WHAT YOU NEED TO DO:
Could you report every line of the listing below that holds the word "Tagliaferro"?

STUDY MATERIAL:
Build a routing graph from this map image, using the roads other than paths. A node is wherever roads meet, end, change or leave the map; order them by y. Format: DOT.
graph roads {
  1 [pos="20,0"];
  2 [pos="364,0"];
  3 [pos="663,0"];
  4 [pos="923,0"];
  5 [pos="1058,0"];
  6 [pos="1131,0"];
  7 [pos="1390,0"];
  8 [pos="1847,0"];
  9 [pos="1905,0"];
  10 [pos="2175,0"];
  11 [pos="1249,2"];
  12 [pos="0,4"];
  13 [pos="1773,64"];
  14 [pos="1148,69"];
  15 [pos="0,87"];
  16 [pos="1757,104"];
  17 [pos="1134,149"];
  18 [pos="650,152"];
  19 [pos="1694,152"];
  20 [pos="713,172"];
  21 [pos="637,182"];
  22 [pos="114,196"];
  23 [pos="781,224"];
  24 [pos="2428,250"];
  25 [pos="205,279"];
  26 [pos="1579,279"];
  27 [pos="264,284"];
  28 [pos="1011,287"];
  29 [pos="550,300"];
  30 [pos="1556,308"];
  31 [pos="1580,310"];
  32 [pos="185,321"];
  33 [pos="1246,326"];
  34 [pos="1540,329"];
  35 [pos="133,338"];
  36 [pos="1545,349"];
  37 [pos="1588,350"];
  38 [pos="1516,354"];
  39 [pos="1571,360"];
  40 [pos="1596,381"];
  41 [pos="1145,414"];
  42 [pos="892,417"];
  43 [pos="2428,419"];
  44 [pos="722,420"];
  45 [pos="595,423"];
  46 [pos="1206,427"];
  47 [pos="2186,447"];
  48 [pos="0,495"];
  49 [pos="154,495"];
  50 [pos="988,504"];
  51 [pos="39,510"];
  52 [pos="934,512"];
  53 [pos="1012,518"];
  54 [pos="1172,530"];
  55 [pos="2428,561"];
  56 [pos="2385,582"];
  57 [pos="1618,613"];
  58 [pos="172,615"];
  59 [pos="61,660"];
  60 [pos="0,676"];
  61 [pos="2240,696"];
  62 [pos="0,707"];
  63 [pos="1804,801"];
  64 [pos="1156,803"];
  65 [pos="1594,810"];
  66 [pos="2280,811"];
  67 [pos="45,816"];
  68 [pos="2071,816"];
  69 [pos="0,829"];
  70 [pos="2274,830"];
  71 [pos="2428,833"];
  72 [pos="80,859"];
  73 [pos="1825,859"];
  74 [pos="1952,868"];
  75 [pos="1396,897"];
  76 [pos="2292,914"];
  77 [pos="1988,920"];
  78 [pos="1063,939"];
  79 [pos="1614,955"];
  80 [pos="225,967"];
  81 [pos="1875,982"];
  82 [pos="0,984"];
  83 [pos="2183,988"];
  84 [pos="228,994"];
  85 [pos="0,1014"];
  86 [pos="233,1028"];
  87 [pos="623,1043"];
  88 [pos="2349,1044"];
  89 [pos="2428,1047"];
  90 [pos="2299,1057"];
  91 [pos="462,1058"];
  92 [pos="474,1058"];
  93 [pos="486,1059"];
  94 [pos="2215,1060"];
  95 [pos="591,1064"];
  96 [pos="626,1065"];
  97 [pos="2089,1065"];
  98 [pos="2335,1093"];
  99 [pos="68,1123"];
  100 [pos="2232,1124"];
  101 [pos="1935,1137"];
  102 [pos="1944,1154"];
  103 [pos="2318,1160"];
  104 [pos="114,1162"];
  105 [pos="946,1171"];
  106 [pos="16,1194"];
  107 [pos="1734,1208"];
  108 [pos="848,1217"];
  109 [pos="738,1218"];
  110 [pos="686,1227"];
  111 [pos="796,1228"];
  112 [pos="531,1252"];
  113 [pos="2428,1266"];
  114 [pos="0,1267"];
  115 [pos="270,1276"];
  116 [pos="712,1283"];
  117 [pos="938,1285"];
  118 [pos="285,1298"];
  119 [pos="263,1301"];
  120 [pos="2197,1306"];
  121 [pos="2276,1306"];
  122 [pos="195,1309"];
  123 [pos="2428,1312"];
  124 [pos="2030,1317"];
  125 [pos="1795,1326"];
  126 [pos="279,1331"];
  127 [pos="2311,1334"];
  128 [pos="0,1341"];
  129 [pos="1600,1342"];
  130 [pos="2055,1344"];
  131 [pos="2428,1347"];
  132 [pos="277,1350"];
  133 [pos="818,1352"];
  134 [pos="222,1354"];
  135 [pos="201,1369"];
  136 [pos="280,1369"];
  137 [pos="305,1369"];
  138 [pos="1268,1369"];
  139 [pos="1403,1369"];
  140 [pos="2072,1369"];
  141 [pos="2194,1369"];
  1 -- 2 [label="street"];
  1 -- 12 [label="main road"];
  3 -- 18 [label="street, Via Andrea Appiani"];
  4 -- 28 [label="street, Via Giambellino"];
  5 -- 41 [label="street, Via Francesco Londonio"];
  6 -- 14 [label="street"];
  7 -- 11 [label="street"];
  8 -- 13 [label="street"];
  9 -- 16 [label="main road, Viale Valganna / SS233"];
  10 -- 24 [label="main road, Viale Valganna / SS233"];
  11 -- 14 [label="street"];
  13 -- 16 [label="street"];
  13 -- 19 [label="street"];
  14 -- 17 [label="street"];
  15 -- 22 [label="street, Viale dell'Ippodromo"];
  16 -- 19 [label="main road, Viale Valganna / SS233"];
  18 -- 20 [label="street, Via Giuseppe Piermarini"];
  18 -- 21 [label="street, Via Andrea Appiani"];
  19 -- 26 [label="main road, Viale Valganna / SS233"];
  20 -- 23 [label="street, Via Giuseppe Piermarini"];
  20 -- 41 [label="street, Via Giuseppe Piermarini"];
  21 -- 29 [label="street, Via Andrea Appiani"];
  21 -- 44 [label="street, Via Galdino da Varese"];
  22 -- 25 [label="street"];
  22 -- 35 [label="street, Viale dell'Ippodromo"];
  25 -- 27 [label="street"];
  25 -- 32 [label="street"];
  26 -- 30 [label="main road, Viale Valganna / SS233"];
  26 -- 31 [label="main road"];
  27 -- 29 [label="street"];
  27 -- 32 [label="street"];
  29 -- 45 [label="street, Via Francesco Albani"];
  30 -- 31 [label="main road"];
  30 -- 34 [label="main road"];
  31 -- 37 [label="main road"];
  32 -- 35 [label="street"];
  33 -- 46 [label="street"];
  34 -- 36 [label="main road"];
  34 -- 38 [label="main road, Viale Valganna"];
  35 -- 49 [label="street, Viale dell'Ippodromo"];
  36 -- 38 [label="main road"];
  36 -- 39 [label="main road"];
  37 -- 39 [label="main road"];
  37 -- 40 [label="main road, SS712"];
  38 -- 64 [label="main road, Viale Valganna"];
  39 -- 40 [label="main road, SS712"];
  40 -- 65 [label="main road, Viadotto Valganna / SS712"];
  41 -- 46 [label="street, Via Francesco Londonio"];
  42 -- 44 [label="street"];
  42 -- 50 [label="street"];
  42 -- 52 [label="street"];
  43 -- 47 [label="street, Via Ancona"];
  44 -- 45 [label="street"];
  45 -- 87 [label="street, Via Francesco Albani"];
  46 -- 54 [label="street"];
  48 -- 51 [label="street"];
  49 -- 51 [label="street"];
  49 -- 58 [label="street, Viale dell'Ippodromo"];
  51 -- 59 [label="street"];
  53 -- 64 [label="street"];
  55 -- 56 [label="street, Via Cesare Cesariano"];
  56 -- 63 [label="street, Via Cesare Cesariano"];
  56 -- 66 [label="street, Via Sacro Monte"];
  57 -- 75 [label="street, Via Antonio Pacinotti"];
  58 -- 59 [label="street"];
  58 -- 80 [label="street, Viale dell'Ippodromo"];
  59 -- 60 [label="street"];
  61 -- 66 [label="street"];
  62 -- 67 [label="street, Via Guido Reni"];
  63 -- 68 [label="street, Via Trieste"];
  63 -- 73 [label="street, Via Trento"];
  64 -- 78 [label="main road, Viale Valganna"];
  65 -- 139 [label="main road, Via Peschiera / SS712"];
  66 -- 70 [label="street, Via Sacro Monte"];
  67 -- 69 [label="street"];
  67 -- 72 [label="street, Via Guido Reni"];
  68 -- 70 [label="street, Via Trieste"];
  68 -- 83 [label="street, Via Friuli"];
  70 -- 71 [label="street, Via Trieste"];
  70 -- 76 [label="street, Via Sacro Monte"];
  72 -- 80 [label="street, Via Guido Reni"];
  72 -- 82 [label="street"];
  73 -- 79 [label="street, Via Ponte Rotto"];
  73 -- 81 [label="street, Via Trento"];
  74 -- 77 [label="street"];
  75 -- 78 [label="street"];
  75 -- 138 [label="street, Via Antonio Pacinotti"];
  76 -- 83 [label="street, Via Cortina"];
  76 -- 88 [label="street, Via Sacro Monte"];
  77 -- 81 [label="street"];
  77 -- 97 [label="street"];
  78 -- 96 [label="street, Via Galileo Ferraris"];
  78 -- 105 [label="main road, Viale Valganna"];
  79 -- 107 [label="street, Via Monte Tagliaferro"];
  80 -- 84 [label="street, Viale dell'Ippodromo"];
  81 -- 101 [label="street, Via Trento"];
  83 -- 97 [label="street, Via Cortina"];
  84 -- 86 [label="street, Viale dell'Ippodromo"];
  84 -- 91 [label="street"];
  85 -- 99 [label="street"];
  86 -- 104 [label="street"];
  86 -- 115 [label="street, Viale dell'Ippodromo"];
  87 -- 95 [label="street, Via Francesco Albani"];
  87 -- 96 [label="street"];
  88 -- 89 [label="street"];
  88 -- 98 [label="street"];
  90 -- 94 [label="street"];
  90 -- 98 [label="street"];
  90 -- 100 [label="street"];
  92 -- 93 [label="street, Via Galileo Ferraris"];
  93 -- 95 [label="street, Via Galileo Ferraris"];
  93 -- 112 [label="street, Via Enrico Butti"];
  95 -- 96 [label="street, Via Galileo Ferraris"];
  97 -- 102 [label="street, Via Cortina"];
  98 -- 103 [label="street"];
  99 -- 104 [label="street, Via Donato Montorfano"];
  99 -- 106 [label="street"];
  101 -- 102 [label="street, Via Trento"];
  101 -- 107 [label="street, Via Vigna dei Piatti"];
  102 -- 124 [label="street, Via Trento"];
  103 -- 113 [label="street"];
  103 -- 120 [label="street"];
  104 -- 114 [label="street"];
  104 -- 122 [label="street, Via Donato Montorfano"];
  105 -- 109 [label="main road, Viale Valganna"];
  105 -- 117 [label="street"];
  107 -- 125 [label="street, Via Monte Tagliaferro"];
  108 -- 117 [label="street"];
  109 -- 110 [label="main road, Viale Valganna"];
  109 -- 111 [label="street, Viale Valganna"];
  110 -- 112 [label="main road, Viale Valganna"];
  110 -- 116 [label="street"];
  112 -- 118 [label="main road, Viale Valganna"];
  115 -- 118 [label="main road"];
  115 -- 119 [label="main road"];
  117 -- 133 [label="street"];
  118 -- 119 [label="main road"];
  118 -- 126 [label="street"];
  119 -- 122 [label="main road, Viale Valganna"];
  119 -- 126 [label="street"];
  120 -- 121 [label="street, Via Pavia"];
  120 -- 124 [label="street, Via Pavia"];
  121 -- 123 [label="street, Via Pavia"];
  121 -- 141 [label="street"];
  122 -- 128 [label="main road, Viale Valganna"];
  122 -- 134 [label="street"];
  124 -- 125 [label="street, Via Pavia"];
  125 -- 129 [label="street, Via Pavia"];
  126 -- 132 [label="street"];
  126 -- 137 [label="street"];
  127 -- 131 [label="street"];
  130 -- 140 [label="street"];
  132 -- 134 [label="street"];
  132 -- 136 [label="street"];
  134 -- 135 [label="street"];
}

RESPONSE:
  79 -- 107 [label="street, Via Monte Tagliaferro"];
  107 -- 125 [label="street, Via Monte Tagliaferro"];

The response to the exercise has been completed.